Fluid use of data
Win-Vector Blog 2015-12-22
Nina Zumel and I recently wrote a few article and series on best practices in testing models and data:
- Random Test/Train Split is not Always Enough
- How Do You Know if Your Data Has Signal?
- How do you know if your model is going to work?
- A Simpler Explanation of Differential Privacy (explaining the reusable holdout set)
- Using differential privacy to reuse training data
- Preparing Data for Analysis using R: Basic through Advanced Techniques
What stands out in these presentations is: the simple practice of a static test/train split is merely a convenience to cut down on operational complexity and difficulty of teaching. It is in no way optimal. That is, using slightly more complicated procedures can build better models on a given set of data.
Suggested static cal/train/test experiment design from vtreat data treatment library.When you think about data handling as being a part of the modeling process, you realize you can use your data with more statistical efficiency. You can build better models with the same amount of original data by trying one of:
- Jackknifing calibration/training/test data.
- Protecting calibration data by a significance threshold.
- Protecting calibration data by noising (differential privacy).
All of these techniques are demonstrated as examples in our articles. The idea is to get the most out your data by fluidly re-arranging it for analysis (versus a rigid test/train split).
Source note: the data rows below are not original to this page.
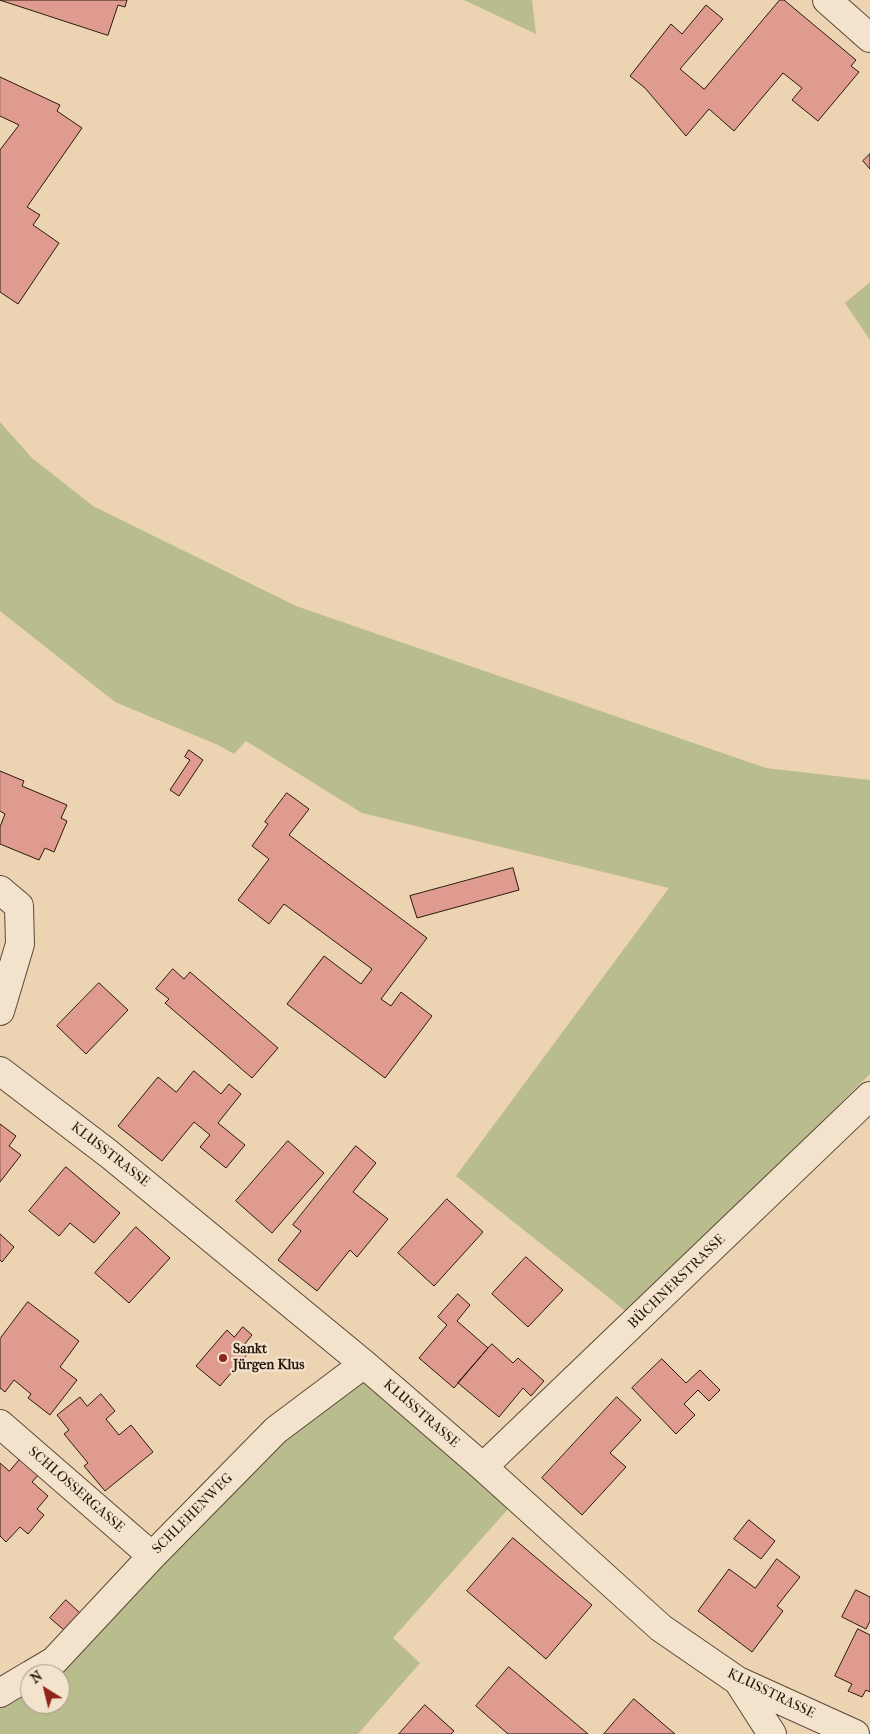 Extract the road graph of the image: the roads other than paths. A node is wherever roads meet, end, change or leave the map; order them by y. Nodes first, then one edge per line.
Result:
1 (827, 0) edge
2 (870, 38) edge
3 (0, 890) edge
4 (0, 1011) edge
5 (0, 1071) edge
6 (870, 1096) edge
7 (364, 1364) junction
8 (0, 1424) edge
9 (483, 1467) junction
10 (152, 1556) junction
11 (49, 1664) edge
12 (20, 1681) edge
13 (738, 1681) junction
14 (0, 1693) edge
15 (772, 1734) edge
16 (855, 1734) edge

1 - 2 street
3 - 4 street
5 - 7 street, KLUSSTRASSE
6 - 9 street, BÜCHNERSTRASSE
7 - 9 street, KLUSSTRASSE
7 - 10 street, SCHLEHENWEG
8 - 10 street, SCHLOSSERGASSE
9 - 13 street, KLUSSTRASSE
10 - 11 street, SCHLEHENWEG
12 - 14 street, SCHLEHENWEG
13 - 15 street
13 - 16 street, KLUSSTRASSE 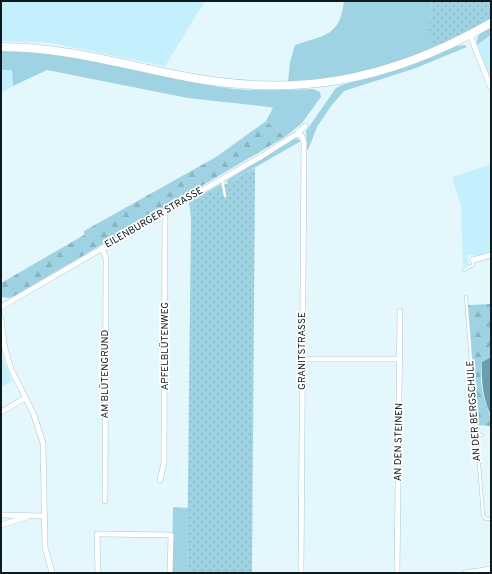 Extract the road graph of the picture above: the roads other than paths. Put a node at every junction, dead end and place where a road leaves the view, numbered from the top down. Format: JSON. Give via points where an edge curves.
{"nodes":[{"id":1,"x":491,"y":23,"type":"edge"},
{"id":2,"x":470,"y":35,"type":"junction"},
{"id":3,"x":1,"y":47,"type":"edge"},
{"id":4,"x":491,"y":88,"type":"edge"},
{"id":5,"x":305,"y":126,"type":"dead end"},
{"id":6,"x":297,"y":134,"type":"junction"},
{"id":7,"x":222,"y":179,"type":"junction"},
{"id":8,"x":225,"y":196,"type":"dead end"},
{"id":9,"x":165,"y":212,"type":"junction"},
{"id":10,"x":102,"y":248,"type":"junction"},
{"id":11,"x":491,"y":254,"type":"edge"},
{"id":12,"x":473,"y":260,"type":"joint"},
{"id":13,"x":464,"y":270,"type":"dead end"},
{"id":14,"x":466,"y":296,"type":"dead end"},
{"id":15,"x":1,"y":307,"type":"edge"},
{"id":16,"x":400,"y":311,"type":"dead end"},
{"id":17,"x":1,"y":319,"type":"edge"},
{"id":18,"x":302,"y":359,"type":"junction"},
{"id":19,"x":400,"y":359,"type":"junction"},
{"id":20,"x":25,"y":398,"type":"junction"},
{"id":21,"x":1,"y":412,"type":"edge"},
{"id":22,"x":482,"y":435,"type":"dead end"},
{"id":23,"x":476,"y":436,"type":"junction"},
{"id":24,"x":160,"y":480,"type":"dead end"},
{"id":25,"x":105,"y":501,"type":"dead end"},
{"id":26,"x":1,"y":515,"type":"edge"},
{"id":27,"x":32,"y":516,"type":"junction"},
{"id":28,"x":43,"y":516,"type":"junction"},
{"id":29,"x":491,"y":519,"type":"edge"},
{"id":30,"x":1,"y":525,"type":"edge"},
{"id":31,"x":489,"y":570,"type":"edge"},
{"id":32,"x":52,"y":573,"type":"edge"},
{"id":33,"x":98,"y":573,"type":"edge"},
{"id":34,"x":170,"y":573,"type":"edge"},
{"id":35,"x":301,"y":573,"type":"edge"},
{"id":36,"x":397,"y":573,"type":"edge"},
{"id":37,"x":465,"y":573,"type":"edge"}],
"edges":[{"from":1,"to":2,"type":"main road"},
{"from":2,"to":3,"type":"main road","via":[[399,66],[373,74],[328,83],[290,86],[227,84],[61,51]]},
{"from":2,"to":4,"type":"street"},
{"from":5,"to":6,"type":"street","name":"EILENBURGER STRASSE"},
{"from":6,"to":7,"type":"street","name":"EILENBURGER STRASSE"},
{"from":6,"to":18,"type":"street","name":"GRANITSTRASSE","via":[[302,136],[304,142]]},
{"from":7,"to":8,"type":"lane"},
{"from":7,"to":9,"type":"street","name":"EILENBURGER STRASSE"},
{"from":9,"to":10,"type":"street","name":"EILENBURGER STRASSE"},
{"from":9,"to":24,"type":"street","name":"APFELBLÜTENWEG","via":[[164,462]]},
{"from":10,"to":15,"type":"street","name":"EILENBURGER STRASSE"},
{"from":10,"to":25,"type":"street","name":"AM BLÜTENGRUND","via":[[106,258]]},
{"from":11,"to":12,"type":"street"},
{"from":12,"to":13,"type":"lane","via":[[473,265]]},
{"from":14,"to":23,"type":"lane","name":"AN DER BERGSCHULE"},
{"from":16,"to":19,"type":"street","name":"AN DEN STEINEN"},
{"from":17,"to":20,"type":"street","via":[[11,369]]},
{"from":18,"to":19,"type":"street"},
{"from":18,"to":35,"type":"street","name":"GRANITSTRASSE"},
{"from":19,"to":36,"type":"street","name":"AN DEN STEINEN"},
{"from":20,"to":21,"type":"street"},
{"from":20,"to":28,"type":"street","via":[[34,415],[43,443]]},
{"from":22,"to":23,"type":"lane"},
{"from":23,"to":29,"type":"lane","name":"AN DER BERGSCHULE","via":[[483,515],[486,519]]},
{"from":26,"to":27,"type":"street"},
{"from":27,"to":28,"type":"street"},
{"from":27,"to":30,"type":"street"},
{"from":28,"to":32,"type":"street","via":[[45,547]]},
{"from":31,"to":37,"type":"street"},
{"from":33,"to":34,"type":"street","via":[[97,534],[171,535]]}]}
These techniques are more complicated than the traditional one-time test/train split (and much more complicated than the flawed approach of training and testing on the same single data set). For example:consider the following simple improvement: re-training a production model on all of your data after you are done scoring models on test/train splits. This produces a best possible model (as it used all of your data) that you just happen to not know the performance of (as you have no data disjoint from training to score it on). This is a good practice, and can make quite a lot of difference when you have limited or expensive to produce data.
Computer science dean and professor Dr. Merrick Furst taught:
The biggest difference between time and space is that you can’t reuse time.
For data science this might be:
The biggest difference between computation and data is you can’t always spin up more data.
Even in the “big data” era, data can be more valuable than processor cycles (such as when predicting rare events). Data handling is part of model design, and not something you can always leave to a framework.